En 2019 se modificaron los estatutos de la asociación para limitar el bloqueo de las mayorías y se relanzó la marca con una nueva imagen. Sin embargo, hay cuestiones de calado que están pendientes de abordar, y que los clubes esperan que se resuelvan en un futuro cercano: la reducción de equipos de la Liga Endesa, para la que no hay consenso en la organización.

Patricia López

27 dic 2019 - 04:59

En 2019 se modificaron los estatutos de la asociación para limitar el bloqueo de las mayorías y se relanzó la marca con una nueva imagen. Sin embargo, hay cuestiones de calado que están pendientes de abordar, y que los clubes esperan que se resuelvan en un futuro cercano: la reducción de equipos de la Liga Endesa, para la que no hay consenso en la organización.

 

 

Lejos quedan los partidos en que la ACB lograba superar el millón de espectadores de audiencia media por temporada. Hay que remontarse a los años noventa, cuando Epi militaba en el FC Barcelona y se disputaba la liga con el RAM Joventut de Jordi Villacampa y el Real Madrid de Arvydas Sabonis.

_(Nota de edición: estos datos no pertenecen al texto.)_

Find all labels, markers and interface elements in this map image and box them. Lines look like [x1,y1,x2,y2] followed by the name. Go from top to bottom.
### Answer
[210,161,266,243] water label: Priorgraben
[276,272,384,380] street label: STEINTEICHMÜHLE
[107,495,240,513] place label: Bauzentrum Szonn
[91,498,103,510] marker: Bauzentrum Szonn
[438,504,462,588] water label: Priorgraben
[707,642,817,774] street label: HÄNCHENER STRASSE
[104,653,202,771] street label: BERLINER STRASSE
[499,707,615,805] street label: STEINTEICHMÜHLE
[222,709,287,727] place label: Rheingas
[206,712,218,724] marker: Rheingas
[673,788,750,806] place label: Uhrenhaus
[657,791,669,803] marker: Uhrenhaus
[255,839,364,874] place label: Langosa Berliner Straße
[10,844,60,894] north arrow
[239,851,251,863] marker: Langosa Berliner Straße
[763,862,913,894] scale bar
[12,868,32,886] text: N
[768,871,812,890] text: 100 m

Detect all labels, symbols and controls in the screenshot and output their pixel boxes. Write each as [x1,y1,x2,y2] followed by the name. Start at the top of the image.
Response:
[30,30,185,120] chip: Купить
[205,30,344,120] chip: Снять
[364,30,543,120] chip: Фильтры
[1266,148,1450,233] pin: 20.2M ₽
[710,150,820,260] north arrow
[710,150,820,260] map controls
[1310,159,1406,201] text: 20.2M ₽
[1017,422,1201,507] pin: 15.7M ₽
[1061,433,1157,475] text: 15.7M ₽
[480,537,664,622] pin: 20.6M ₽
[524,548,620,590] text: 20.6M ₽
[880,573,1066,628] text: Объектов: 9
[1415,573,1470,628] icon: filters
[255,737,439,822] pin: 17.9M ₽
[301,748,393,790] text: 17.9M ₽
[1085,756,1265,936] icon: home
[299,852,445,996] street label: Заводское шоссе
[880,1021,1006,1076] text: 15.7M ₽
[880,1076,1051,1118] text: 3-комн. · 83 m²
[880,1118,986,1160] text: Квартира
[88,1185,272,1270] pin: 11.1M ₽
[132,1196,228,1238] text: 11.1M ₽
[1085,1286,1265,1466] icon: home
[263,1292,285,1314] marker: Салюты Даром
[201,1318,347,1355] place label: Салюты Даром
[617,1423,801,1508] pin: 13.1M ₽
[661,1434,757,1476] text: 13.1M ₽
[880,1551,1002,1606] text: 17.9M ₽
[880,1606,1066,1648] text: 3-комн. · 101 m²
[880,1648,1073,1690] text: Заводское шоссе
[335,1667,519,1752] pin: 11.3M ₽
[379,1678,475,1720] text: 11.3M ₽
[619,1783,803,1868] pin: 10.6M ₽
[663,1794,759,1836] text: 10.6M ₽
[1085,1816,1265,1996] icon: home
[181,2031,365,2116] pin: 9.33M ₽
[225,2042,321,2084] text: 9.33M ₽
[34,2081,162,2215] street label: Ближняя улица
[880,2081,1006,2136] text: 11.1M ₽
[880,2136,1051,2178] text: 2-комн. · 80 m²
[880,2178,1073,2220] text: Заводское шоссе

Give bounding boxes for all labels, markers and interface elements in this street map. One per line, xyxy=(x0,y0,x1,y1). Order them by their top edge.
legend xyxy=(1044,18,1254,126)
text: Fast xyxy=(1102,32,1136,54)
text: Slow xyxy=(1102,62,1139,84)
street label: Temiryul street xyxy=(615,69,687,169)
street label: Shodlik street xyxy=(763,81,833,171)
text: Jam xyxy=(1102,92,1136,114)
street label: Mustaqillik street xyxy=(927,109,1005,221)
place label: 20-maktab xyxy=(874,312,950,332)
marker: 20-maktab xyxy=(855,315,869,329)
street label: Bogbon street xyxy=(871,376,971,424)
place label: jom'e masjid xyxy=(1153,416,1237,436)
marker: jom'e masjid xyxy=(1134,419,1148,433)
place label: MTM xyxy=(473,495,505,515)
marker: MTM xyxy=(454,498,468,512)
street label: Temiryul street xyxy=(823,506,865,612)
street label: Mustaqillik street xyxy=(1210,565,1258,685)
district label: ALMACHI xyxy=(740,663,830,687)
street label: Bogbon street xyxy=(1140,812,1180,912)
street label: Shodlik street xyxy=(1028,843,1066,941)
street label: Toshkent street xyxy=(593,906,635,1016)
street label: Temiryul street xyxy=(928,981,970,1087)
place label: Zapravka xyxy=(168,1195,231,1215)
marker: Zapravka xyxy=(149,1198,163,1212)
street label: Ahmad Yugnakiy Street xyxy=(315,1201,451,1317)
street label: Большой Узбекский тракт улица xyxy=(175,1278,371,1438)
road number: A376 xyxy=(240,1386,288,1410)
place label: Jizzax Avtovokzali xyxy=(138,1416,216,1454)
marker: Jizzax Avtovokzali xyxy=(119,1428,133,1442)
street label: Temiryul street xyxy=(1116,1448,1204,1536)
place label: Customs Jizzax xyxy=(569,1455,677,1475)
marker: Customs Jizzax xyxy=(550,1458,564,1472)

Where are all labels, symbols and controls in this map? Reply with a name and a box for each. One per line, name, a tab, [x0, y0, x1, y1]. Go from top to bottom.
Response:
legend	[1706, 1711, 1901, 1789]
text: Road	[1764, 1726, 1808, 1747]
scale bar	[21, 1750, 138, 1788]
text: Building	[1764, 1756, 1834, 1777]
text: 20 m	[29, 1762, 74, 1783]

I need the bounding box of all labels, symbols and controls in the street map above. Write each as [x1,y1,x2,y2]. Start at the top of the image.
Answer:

Han pasado cerca de treinta años desde ese momento al que la ACB mira con nostalgia, deseando volver a tener el impacto mediático y el número de espectadores que entonces conseguía.

 

Lograrlo en un entorno digital y repleto de ofertas de entretenimiento no es fácil, y en ello se ha centrado la asociación de clubes de baloncesto durante 2019: renovar su marca, incrementar su impacto e intentar seducir al espectador del futuro. Todo ello, en un año de transición en que el equipo ejecutivo elegido en 2018 no ha tratado una de las reformas de calado que marcarán su futuro, como es la reducción de equipos de la ACB y un nuevo formato.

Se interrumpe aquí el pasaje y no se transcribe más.